爪の不安など、まだ弱い面もあり、しっかりと強い調教をやっていない部分もありますので、まだまだ成長過程の段階です。その中で、どの程度やれるのかなと思っております。基本的にこの馬も、普段、牧場への移動や、福島への輸送を経験していて、輸送はさほど気を遣うタイプではありませんので、関西遠征時にはレースの2日前という厩舎の従来の
スタイルでの輸送を考えています。左手前で走りたがる傾向が普段からあります。左が利き脚というよりは、右手前が不得意と言っていいと思いますので、右回りは問題はありません。ただ不安は、京都の下りのコーナーをどのように乗ってくるのかということですね」
◆
リアルインパクトの状態について
「前走の
毎日王冠(4着)は、難しい流れの中でしたが、その中でもいい位置取りで競馬ができました。そういう意味では、もう少し、勝ち馬に詰め寄る場面があっても良かったのかなとも感じています。一度、ノーザンFしがらきの方に短期で放牧に出しました。こちらは馬が慣れ過ぎている部分を感じていましたので、気持ちをフレッシュにしたいということで、早めに帰厩をさせました。その後は意識的に、強めの調教と、通常のパターンとは違う調教を取り入れて、気持ちの方をフレッシュな状態で競馬に向かえるように工夫をしてみました。

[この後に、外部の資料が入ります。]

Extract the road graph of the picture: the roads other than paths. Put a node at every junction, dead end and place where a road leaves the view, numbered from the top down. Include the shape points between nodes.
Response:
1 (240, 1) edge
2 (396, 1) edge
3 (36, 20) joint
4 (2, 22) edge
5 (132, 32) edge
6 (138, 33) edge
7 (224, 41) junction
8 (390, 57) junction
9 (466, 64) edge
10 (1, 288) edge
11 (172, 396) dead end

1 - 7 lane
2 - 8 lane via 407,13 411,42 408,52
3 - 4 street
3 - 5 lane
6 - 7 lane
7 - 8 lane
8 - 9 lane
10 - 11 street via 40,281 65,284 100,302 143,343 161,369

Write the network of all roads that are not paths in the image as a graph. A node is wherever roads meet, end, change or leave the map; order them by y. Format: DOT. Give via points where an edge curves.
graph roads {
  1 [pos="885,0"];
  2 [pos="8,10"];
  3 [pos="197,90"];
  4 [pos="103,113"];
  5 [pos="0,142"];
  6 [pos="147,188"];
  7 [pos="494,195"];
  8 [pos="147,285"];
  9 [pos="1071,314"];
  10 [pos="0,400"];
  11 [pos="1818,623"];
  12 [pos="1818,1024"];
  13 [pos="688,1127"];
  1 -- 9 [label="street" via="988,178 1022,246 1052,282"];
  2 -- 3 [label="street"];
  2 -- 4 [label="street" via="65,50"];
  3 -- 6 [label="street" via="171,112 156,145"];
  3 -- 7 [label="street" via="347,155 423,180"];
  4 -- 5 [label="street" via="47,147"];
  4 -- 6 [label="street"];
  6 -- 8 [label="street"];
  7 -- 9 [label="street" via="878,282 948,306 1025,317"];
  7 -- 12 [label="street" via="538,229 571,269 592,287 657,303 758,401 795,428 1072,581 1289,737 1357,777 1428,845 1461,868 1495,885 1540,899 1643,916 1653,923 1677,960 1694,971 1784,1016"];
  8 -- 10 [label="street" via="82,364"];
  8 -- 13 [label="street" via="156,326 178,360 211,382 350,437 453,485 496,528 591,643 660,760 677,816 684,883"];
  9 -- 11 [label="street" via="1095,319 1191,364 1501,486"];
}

昨年の秋は悪い状態ではなかったと思っていたのですが、
マイルCS(5着)、
阪神C(10着)と、関西圏は結果が出ませんでした。仮定の話にはなりますが、早めに輸送することによって、環境にすぐに慣れてしまい、緊張感のないまま競馬に行っているのが原因かなと感じていました。それで今回は、追い切った後の様子を見てからということになりますが、2日前入厩ではなく、前日の入厩をする予定です。土曜日は渋滞がありまして、平日より1時間強、輸送時間が多くかかるのですが、それを承知で前日輸送をすることにしました。輸送での負担を軽減するボディスーツを今回初めて試してみる予定です。
今年の春は、体調が少し落ち気味で、調教もしっかりできなかった部分もありますが、夏を越して今回は良い状態で戻ってきていますし、調整も強くできていますので、今回は違った姿を見せてくれると思います。追い切りに騎乗したムーア騎手も、この馬について感触を掴んでくれたと思いますし、復活のきっかけを掴んでくれればいいですね」(取材・写真:佐々木祥恵)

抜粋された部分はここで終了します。